• Work item
Repeat the entries exactly but omit the pictures.

────

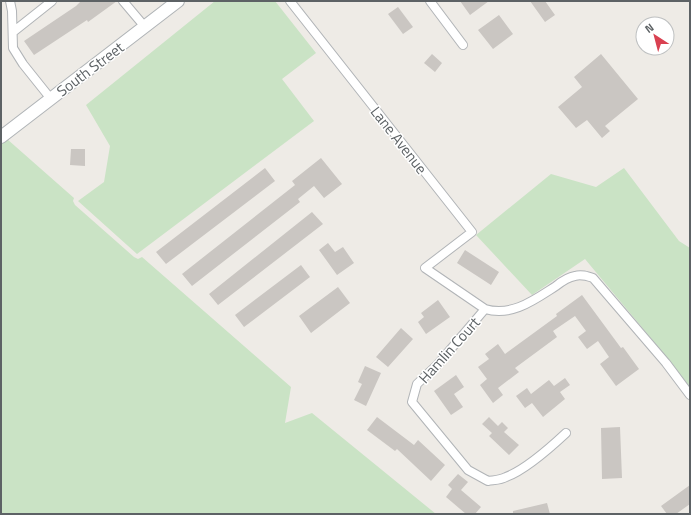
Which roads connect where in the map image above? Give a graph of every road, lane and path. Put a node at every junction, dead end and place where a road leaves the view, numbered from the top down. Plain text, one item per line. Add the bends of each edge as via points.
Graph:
1 (10, 1) edge
2 (52, 1) edge
3 (123, 1) edge
4 (178, 1) edge
5 (290, 1) edge
6 (430, 1) edge
7 (145, 27) junction
8 (13, 32) junction
9 (463, 45) dead end
10 (51, 99) junction
11 (1, 137) edge
12 (485, 309) junction
13 (690, 395) edge
14 (566, 433) dead end

1 - 8 street
2 - 8 street
3 - 7 street
4 - 7 main road, South Street
5 - 12 street, Lane Avenue via 472,232 425,268
6 - 9 street
7 - 10 main road, South Street
8 - 10 street via 14,48 23,64
10 - 11 main road, South Street
12 - 13 street via 493,312 527,305 575,275 593,278
12 - 14 street, Hamlin Court via 438,364 417,384 412,402 468,470 488,481 506,477 523,468 549,450

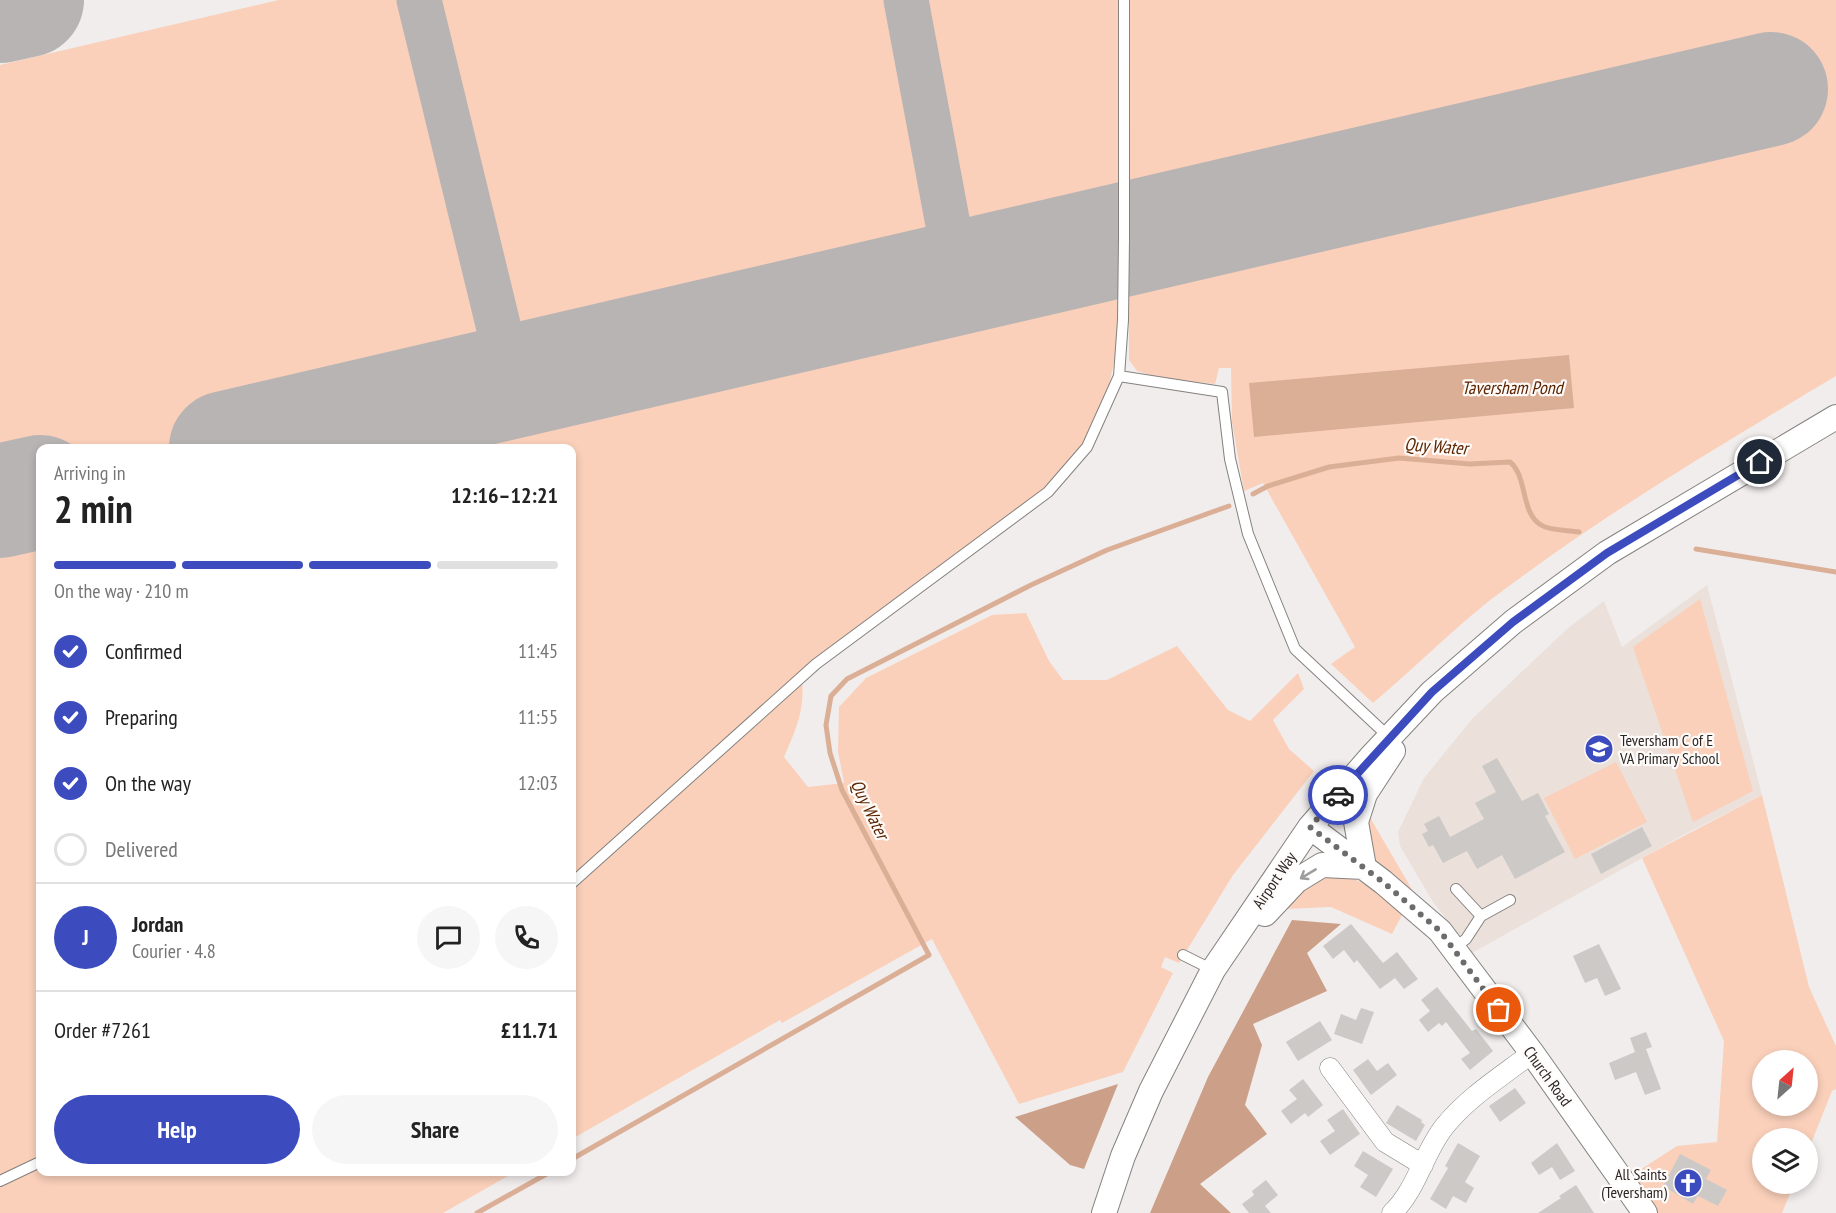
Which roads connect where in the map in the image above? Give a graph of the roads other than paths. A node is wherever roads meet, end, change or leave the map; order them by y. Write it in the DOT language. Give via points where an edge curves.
graph roads {
  1 [pos="1124,0"];
  2 [pos="1119,376"];
  3 [pos="1836,417"];
  4 [pos="1432,692"];
  5 [pos="1389,737"];
  6 [pos="1310,827"];
  7 [pos="1364,867"];
  8 [pos="576,879"];
  9 [pos="1456,889"];
  10 [pos="1510,900"];
  11 [pos="1481,916"];
  12 [pos="1453,949"];
  13 [pos="1183,955"];
  14 [pos="1213,970"];
  15 [pos="1532,1053"];
  16 [pos="1330,1068"];
  17 [pos="36,1164"];
  18 [pos="1423,1165"];
  19 [pos="0,1181"];
  20 [pos="1104,1213"];
  21 [pos="1392,1213"];
  22 [pos="1646,1213"];
  1 -- 2 [label="lane" via="1123,320"];
  2 -- 5 [label="lane" via="1222,392 1230,459 1248,534 1295,649"];
  2 -- 8 [label="lane" via="1087,447 1048,492 816,664"];
  3 -- 4 [label="street, Airport Way" via="1607,553 1513,622"];
  4 -- 5 [label="street, Airport Way"];
  4 -- 7 [label="street" via="1365,794 1356,822"];
  5 -- 6 [label="street, Airport Way"];
  6 -- 7 [label="street, Church Road"];
  6 -- 14 [label="street, Airport Way"];
  7 -- 12 [label="street, Church Road" via="1440,931"];
  7 -- 14 [label="street, one-way" via="1322,865 1296,881"];
  9 -- 11 [label="lane"];
  10 -- 11 [label="lane"];
  11 -- 12 [label="lane" via="1466,939"];
  12 -- 15 [label="street, Church Road"];
  13 -- 14 [label="lane"];
  14 -- 20 [label="street, Airport Way" via="1151,1091"];
  15 -- 18 [label="street" via="1460,1109 1443,1129"];
  15 -- 22 [label="street, Church Road"];
  16 -- 18 [label="street" via="1385,1142"];
  17 -- 19 [label="lane"];
  18 -- 21 [label="street" via="1405,1200"];
}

────

• Output
Which roads connect where in the map image above? Give a graph of every road, lane and path. Put a node at every junction, dead end and place where a road leaves the view, numbered from the top down. Plain text, one item per line. Add the bends of each edge as via points.
Graph:
1 (10, 1) edge
2 (52, 1) edge
3 (123, 1) edge
4 (178, 1) edge
5 (290, 1) edge
6 (430, 1) edge
7 (145, 27) junction
8 (13, 32) junction
9 (463, 45) dead end
10 (51, 99) junction
11 (1, 137) edge
12 (485, 309) junction
13 (690, 395) edge
14 (566, 433) dead end

1 - 8 street
2 - 8 street
3 - 7 street
4 - 7 main road, South Street
5 - 12 street, Lane Avenue via 472,232 425,268
6 - 9 street
7 - 10 main road, South Street
8 - 10 street via 14,48 23,64
10 - 11 main road, South Street
12 - 13 street via 493,312 527,305 575,275 593,278
12 - 14 street, Hamlin Court via 438,364 417,384 412,402 468,470 488,481 506,477 523,468 549,450

Which roads connect where in the map in the image above? Give a graph of the roads other than paths. A node is wherever roads meet, end, change or leave the map; order them by y. Write it in the DOT language. Give via points where an edge curves.
graph roads {
  1 [pos="1124,0"];
  2 [pos="1119,376"];
  3 [pos="1836,417"];
  4 [pos="1432,692"];
  5 [pos="1389,737"];
  6 [pos="1310,827"];
  7 [pos="1364,867"];
  8 [pos="576,879"];
  9 [pos="1456,889"];
  10 [pos="1510,900"];
  11 [pos="1481,916"];
  12 [pos="1453,949"];
  13 [pos="1183,955"];
  14 [pos="1213,970"];
  15 [pos="1532,1053"];
  16 [pos="1330,1068"];
  17 [pos="36,1164"];
  18 [pos="1423,1165"];
  19 [pos="0,1181"];
  20 [pos="1104,1213"];
  21 [pos="1392,1213"];
  22 [pos="1646,1213"];
  1 -- 2 [label="lane" via="1123,320"];
  2 -- 5 [label="lane" via="1222,392 1230,459 1248,534 1295,649"];
  2 -- 8 [label="lane" via="1087,447 1048,492 816,664"];
  3 -- 4 [label="street, Airport Way" via="1607,553 1513,622"];
  4 -- 5 [label="street, Airport Way"];
  4 -- 7 [label="street" via="1365,794 1356,822"];
  5 -- 6 [label="street, Airport Way"];
  6 -- 7 [label="street, Church Road"];
  6 -- 14 [label="street, Airport Way"];
  7 -- 12 [label="street, Church Road" via="1440,931"];
  7 -- 14 [label="street, one-way" via="1322,865 1296,881"];
  9 -- 11 [label="lane"];
  10 -- 11 [label="lane"];
  11 -- 12 [label="lane" via="1466,939"];
  12 -- 15 [label="street, Church Road"];
  13 -- 14 [label="lane"];
  14 -- 20 [label="street, Airport Way" via="1151,1091"];
  15 -- 18 [label="street" via="1460,1109 1443,1129"];
  15 -- 22 [label="street, Church Road"];
  16 -- 18 [label="street" via="1385,1142"];
  17 -- 19 [label="lane"];
  18 -- 21 [label="street" via="1405,1200"];
}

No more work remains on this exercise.